One example is the 1837 Report of the Parliamentary Select Committee on Aboriginal Tribes. The committee described Aboriginal peoples in New Holland as:
…the most degraded of the human race … the barbarous state of these people, and so entirely destitute are they even of the rudest forms of civil polity, that their claims, whether as sovereigns or proprietors of the soil, have been utterly disregarded.
Then there is the important Privy Council case in 1889 of Cooper v Stuart, where in determining the authority of the Crown, and the applicability of English law to the colony of New South Wales, Lord Watson erased Indigenous presence by proclaiming that:
There is a great difference between the case of a Colony acquired by conquest or cession, in which there is an established system of law, and that of a Colony which consisted of a tract of territory practically unoccupied, without settled inhabitants or settled law, at the time when it was peacefully annexed to the British dominions. The Colony of New South Wales belongs to the latter class.
All the while, Indigenous knowledge and people were used to open land for settlers and to develop entire schools of thought. Tropes of Indigenous culture – boomerangs, didgeridoos and stereotypical figures of Indigenous people – were produced as symbols of a national culture, not as Indigenous representations themselves.
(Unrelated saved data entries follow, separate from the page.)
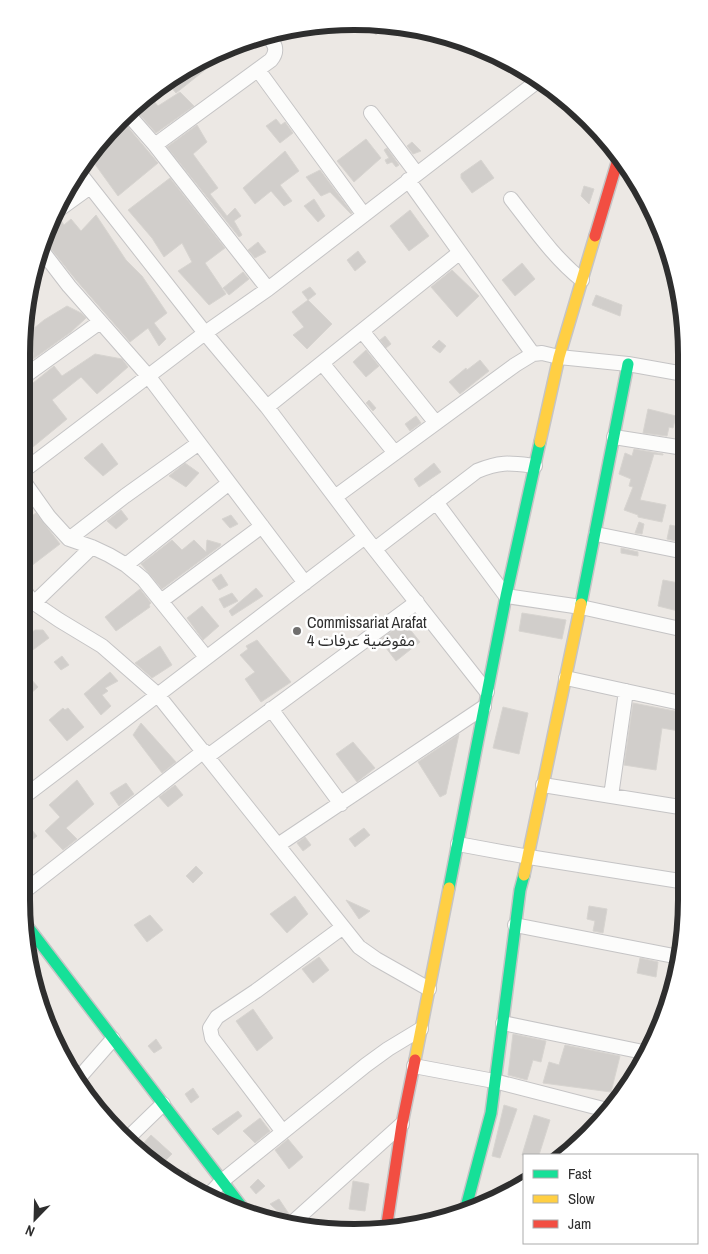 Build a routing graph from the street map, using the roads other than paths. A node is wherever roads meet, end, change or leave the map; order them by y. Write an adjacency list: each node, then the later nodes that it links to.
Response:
1 (272, 41): 2 (street)
2 (258, 70): 6 (street); 13 (street)
3 (533, 84): 9 (street)
4 (371, 112): 9 (street)
5 (132, 118): 6 (street)
6 (155, 145): 17 (street)
7 (617, 166): 16 (street)
8 (83, 177): 10 (street)
9 (412, 177): 13 (street); 14 (street)
10 (90, 187): 12 (street); 20 (street)
11 (511, 199): 16 (street)
12 (67, 204)
13 (364, 214): 17 (street)
14 (459, 253): 19 (street); 21 (street)
15 (45, 255): 18 (street)
16 (582, 280): 22 (street)
17 (268, 289): 20 (street)
18 (100, 322): 25 (street); 27 (street)
19 (362, 331): 23 (street); 29 (street)
20 (205, 333): 27 (street); 28 (street)
21 (533, 354): 22 (street); 29 (street)
22 (560, 357): 24 (street); 35 (street)
23 (322, 363): 28 (street); 33 (street)
24 (628, 364): 26 (street); 30 (street)
25 (30, 372)
26 (678, 373)
27 (149, 377): 31 (street); 34 (street)
28 (267, 406): 38 (street)
29 (436, 423): 33 (street)
30 (614, 437): 32 (street); 41 (street)
31 (199, 443): 36 (street); 43 (street)
32 (678, 447)
33 (395, 453): 38 (street)
34 (30, 466)
35 (535, 466): 39 (street); 49 (street)
36 (229, 482): 40 (street); 47 (street)
37 (30, 491): 43 (street)
38 (335, 496): 42 (street)
39 (436, 502): 45 (street); 49 (street)
40 (262, 526): 48 (street); 51 (street)
41 (596, 534): 46 (street); 54 (street)
42 (365, 537): 45 (street); 48 (street)
43 (69, 539): 44 (street)
44 (92, 547): 47 (street); 53 (street)
45 (375, 549): 52 (street)
46 (678, 551)
47 (126, 565): 51 (street)
48 (305, 583): 56 (street)
49 (506, 596): 54 (street); 59 (street)
50 (30, 598): 53 (street)
51 (161, 601): 56 (street)
52 (417, 602): 59 (street); 63 (street)
53 (34, 603): 60 (street)
54 (582, 607): 55 (street); 57 (street)
55 (678, 628)
56 (206, 657): 60 (street)
57 (566, 678): 58 (street); 65 (street)
58 (626, 691): 61 (street); 67 (street)
59 (487, 692): 62 (street)
60 (158, 694): 64 (street); 66 (street)
61 (678, 702)
62 (484, 707): 68 (street); 70 (street)
63 (271, 710): 64 (street); 68 (street)
64 (206, 753): 71 (street); 74 (street)
65 (543, 785): 67 (street); 72 (street)
66 (30, 790)
67 (611, 796): 69 (street)
68 (340, 804): 71 (street)
69 (678, 807)
70 (458, 844): 72 (street); 79 (street)
71 (278, 845): 76 (street)
72 (529, 857): 73 (street); 75 (street)
73 (678, 881)
74 (30, 887)
75 (515, 924): 78 (street); 80 (street)
76 (343, 927): 79 (street); 90 (street)
77 (32, 933): 82 (street)
78 (673, 956)
79 (429, 989): 81 (street)
80 (503, 1023): 83 (street); 86 (street)
81 (421, 1029): 84 (street); 90 (street)
82 (113, 1039): 85 (street); 87 (street)
83 (641, 1051)
84 (414, 1066): 86 (street); 89 (street)
85 (82, 1075)
86 (494, 1081): 88 (street); 95 (street)
87 (163, 1104): 91 (street); 92 (street)
88 (602, 1109)
89 (402, 1124): 96 (street); 97 (street)
90 (283, 1132): 92 (street)
91 (131, 1135)
92 (222, 1181): 93 (street); 94 (street)
93 (212, 1191)
94 (238, 1202)
95 (467, 1203)
96 (297, 1219)
97 (387, 1222) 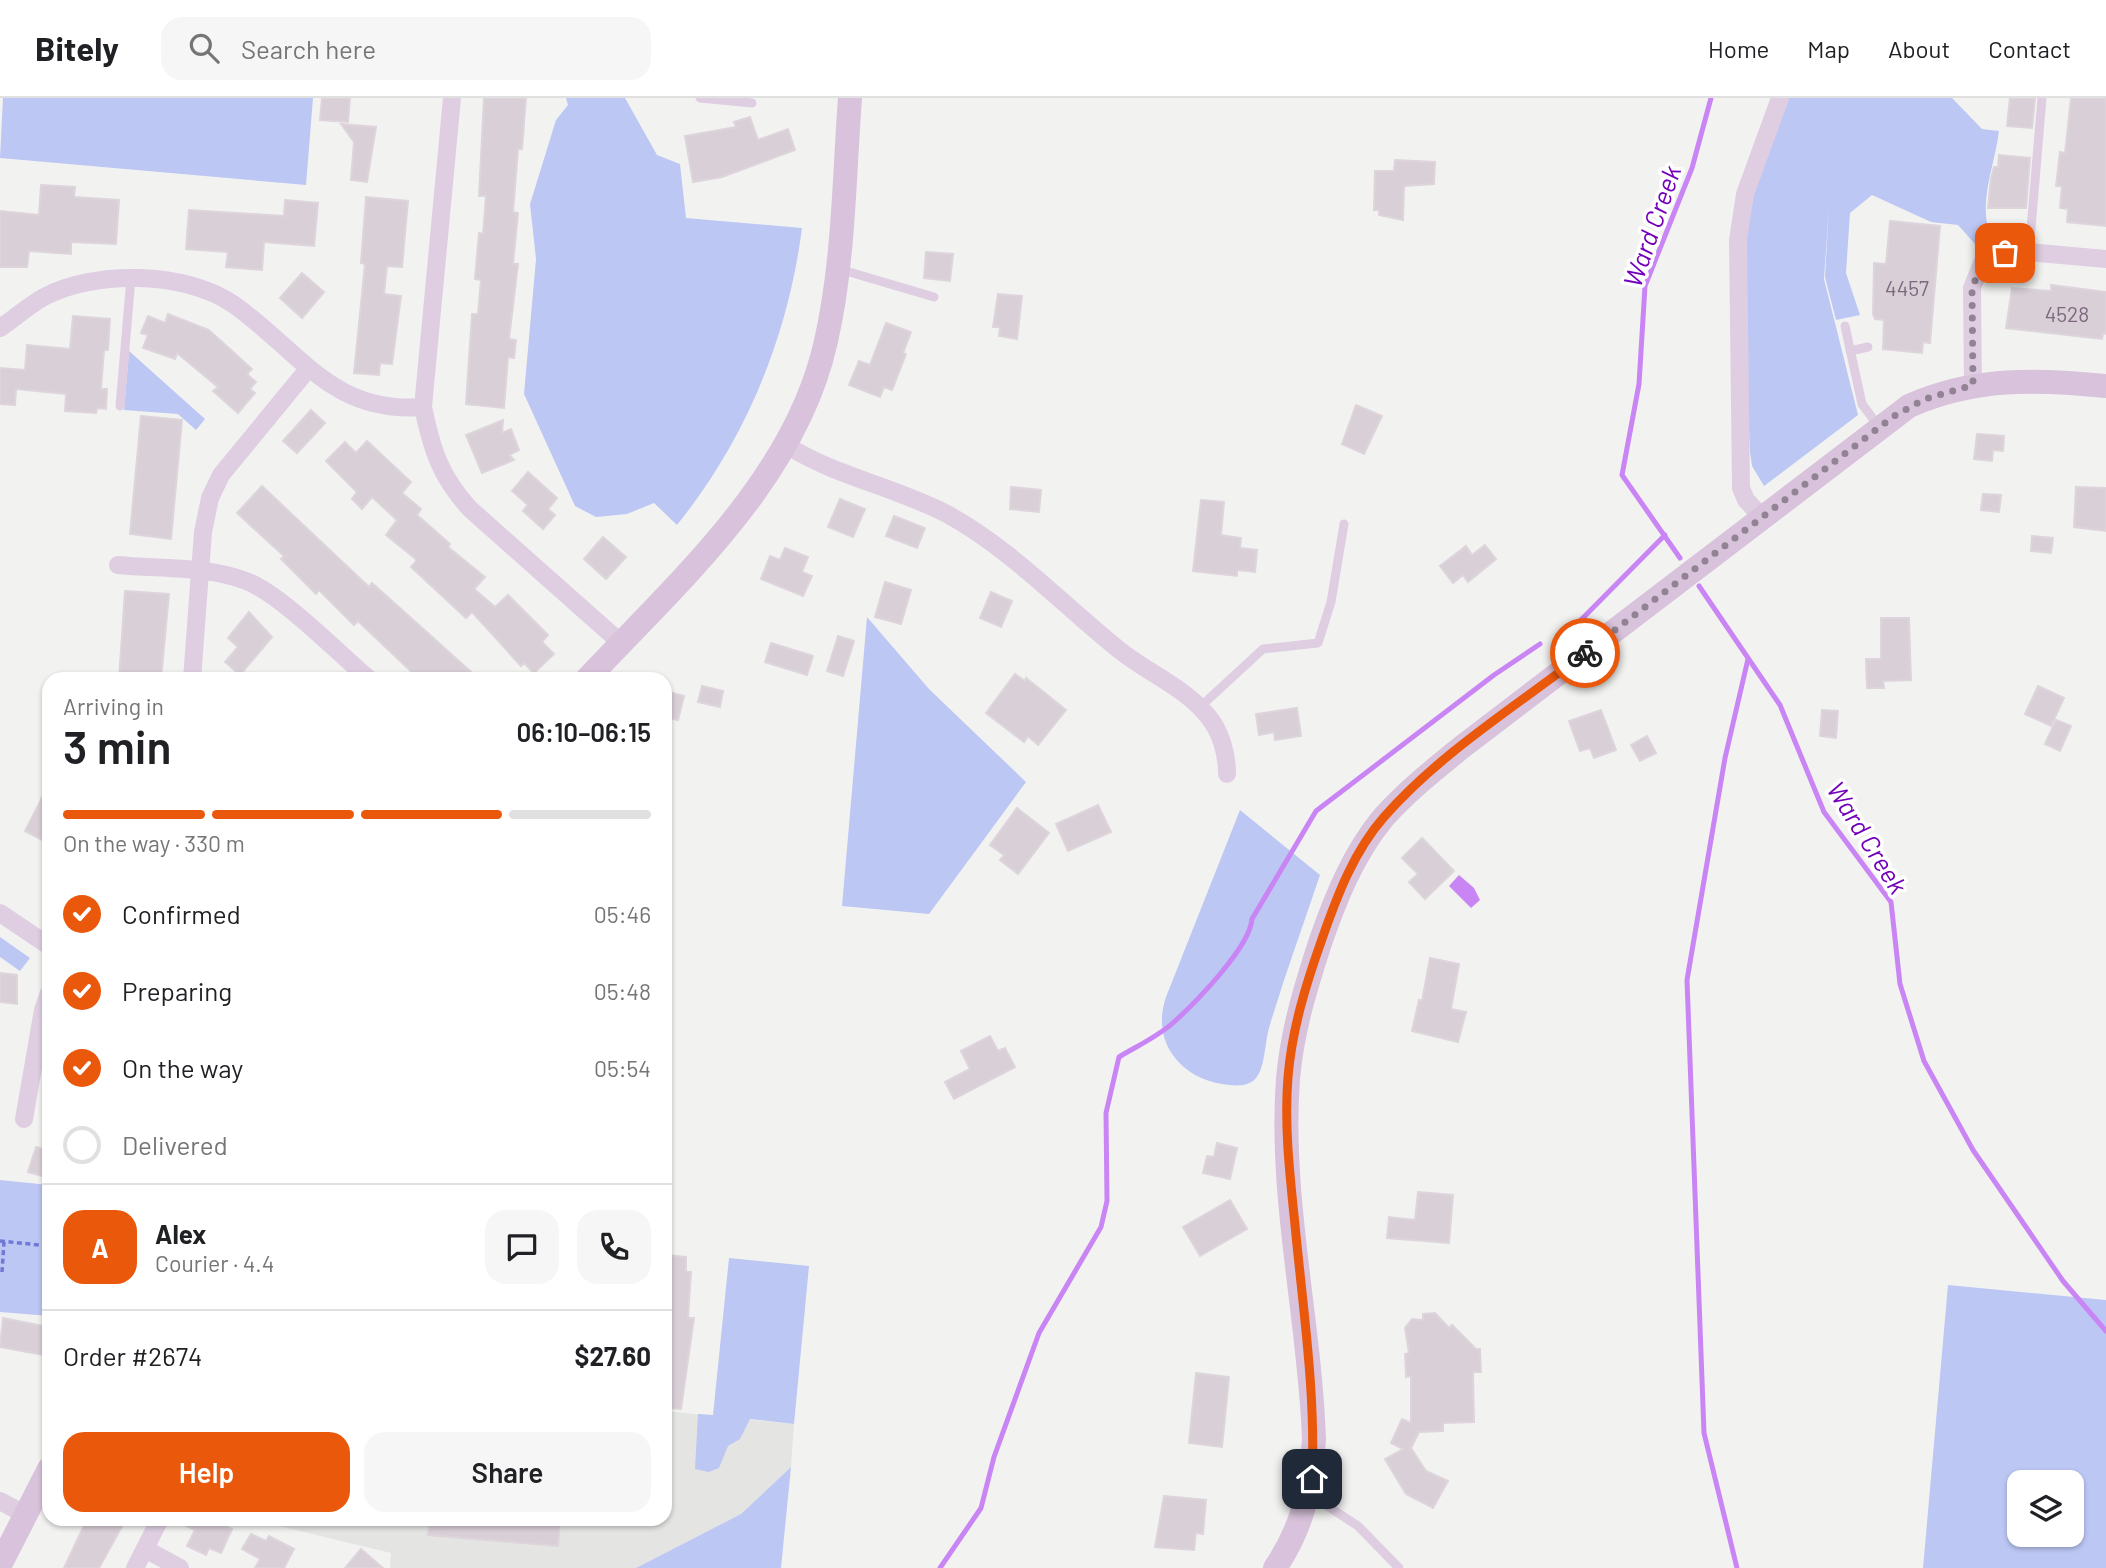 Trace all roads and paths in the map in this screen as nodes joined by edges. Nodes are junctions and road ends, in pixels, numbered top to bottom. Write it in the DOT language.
graph roads {
  1 [pos="452,98"];
  2 [pos="700,98"];
  3 [pos="850,98"];
  4 [pos="1780,98"];
  5 [pos="2042,98"];
  6 [pos="752,103"];
  7 [pos="2029,252"];
  8 [pos="2106,259"];
  9 [pos="838,268"];
  10 [pos="131,278"];
  11 [pos="934,297"];
  12 [pos="1845,326"];
  13 [pos="0,328"];
  14 [pos="1868,346"];
  15 [pos="1850,351"];
  16 [pos="308,369"];
  17 [pos="1973,385"];
  18 [pos="2106,386"];
  19 [pos="120,406"];
  20 [pos="423,407"];
  21 [pos="1879,427"];
  22 [pos="786,445"];
  23 [pos="1762,517"];
  24 [pos="1344,524"];
  25 [pos="118,565"];
  26 [pos="200,572"];
  27 [pos="621,643"];
  28 [pos="193,672"];
  29 [pos="361,672"];
  30 [pos="594,672"];
  31 [pos="1200,707"];
  32 [pos="1227,774"];
  33 [pos="0,913"];
  34 [pos="42,941"];
  35 [pos="42,1016"];
  36 [pos="24,1119"];
  37 [pos="2,1241"];
  38 [pos="42,1245"];
  39 [pos="2,1272"];
  40 [pos="42,1483"];
  41 [pos="1309,1494"];
  42 [pos="0,1501"];
  43 [pos="26,1514"];
  44 [pos="156,1526"];
  45 [pos="145,1549"];
  46 [pos="0,1565"];
  47 [pos="135,1568"];
  48 [pos="180,1568"];
  49 [pos="1275,1568"];
  50 [pos="1399,1568"];
  1 -- 20 [label="street"];
  2 -- 6 [label="lane"];
  3 -- 9 [label="street"];
  4 -- 23 [label="street"];
  5 -- 7 [label="lane"];
  7 -- 8 [label="street"];
  7 -- 17 [label="street"];
  9 -- 11 [label="lane"];
  9 -- 22 [label="street"];
  10 -- 13 [label="street"];
  10 -- 16 [label="street"];
  10 -- 19 [label="lane"];
  12 -- 15 [label="lane"];
  14 -- 15 [label="lane"];
  15 -- 21 [label="lane"];
  16 -- 20 [label="street"];
  16 -- 26 [label="street"];
  17 -- 18 [label="street"];
  17 -- 21 [label="street"];
  20 -- 27 [label="street"];
  21 -- 23 [label="street"];
  22 -- 27 [label="street"];
  22 -- 31 [label="street"];
  23 -- 41 [label="street"];
  24 -- 31 [label="lane"];
  25 -- 26 [label="street"];
  26 -- 28 [label="street"];
  26 -- 29 [label="street"];
  27 -- 30 [label="street"];
  31 -- 32 [label="street"];
  33 -- 34 [label="street"];
  35 -- 36 [label="street"];
  37 -- 38 [label="path"];
  37 -- 39 [label="path"];
  40 -- 43 [label="street"];
  41 -- 49 [label="street"];
  41 -- 50 [label="lane"];
  42 -- 43 [label="street"];
  43 -- 46 [label="street"];
  44 -- 45 [label="street"];
  45 -- 47 [label="street"];
  45 -- 48 [label="street"];
}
Read more: Three reasons why the gaps between Indigenous and non-Indigenous Australians aren't closing
The Mabo No 2 High Court Case overturned the ignorance of Cooper v Stuart. But it did so through a process of inclusion that meant the fundamental claim to Crown sovereignty could not be questioned.
Indigenous existence, provable through the difficult process of native title, remains subordinate to the Crown’s claim. This is highlighted by the fact that the law enshrines the possibility that native title can be extinguished.
Mabo, just like the Indigenous culture presented at the Commonwealth Games opening ceremony, should be celebrated and recognised.
But the dwindling of native title rights and Indigenous presence since the Mabo decision should be addressed on the main stage too, as well as in the protest led by the Warriors of the Aboriginal Resistance.
Read more: The Commonwealth Games of exclusion: what are authorities so afraid of?
Those taking part in the official ceremony should not be considered to have been duped, any more than those protesting should be viewed as fringe radicals. These are different representations of Indigeneity.
Against the backdrop of the reality of our sovereign existence and the lived experiences of our different lives, however, they are another stark reminder of the position of powerlessness of Indigenous peoples.
Despite significant change and inclusion, the fundamental structures and institutions of the Australian state that govern and effect the relations between peoples remain unchanged. Our claims are disregarded and actively erased by celebratory events such as the Commonwealth Games opening ceremony.
The fact that we, as a nation, as a government and as politicians, know this history makes the continued denials, refusals and attempted erasures (such as the official response to the Uluru Statement from the Heart) that much more insidiously obstinate.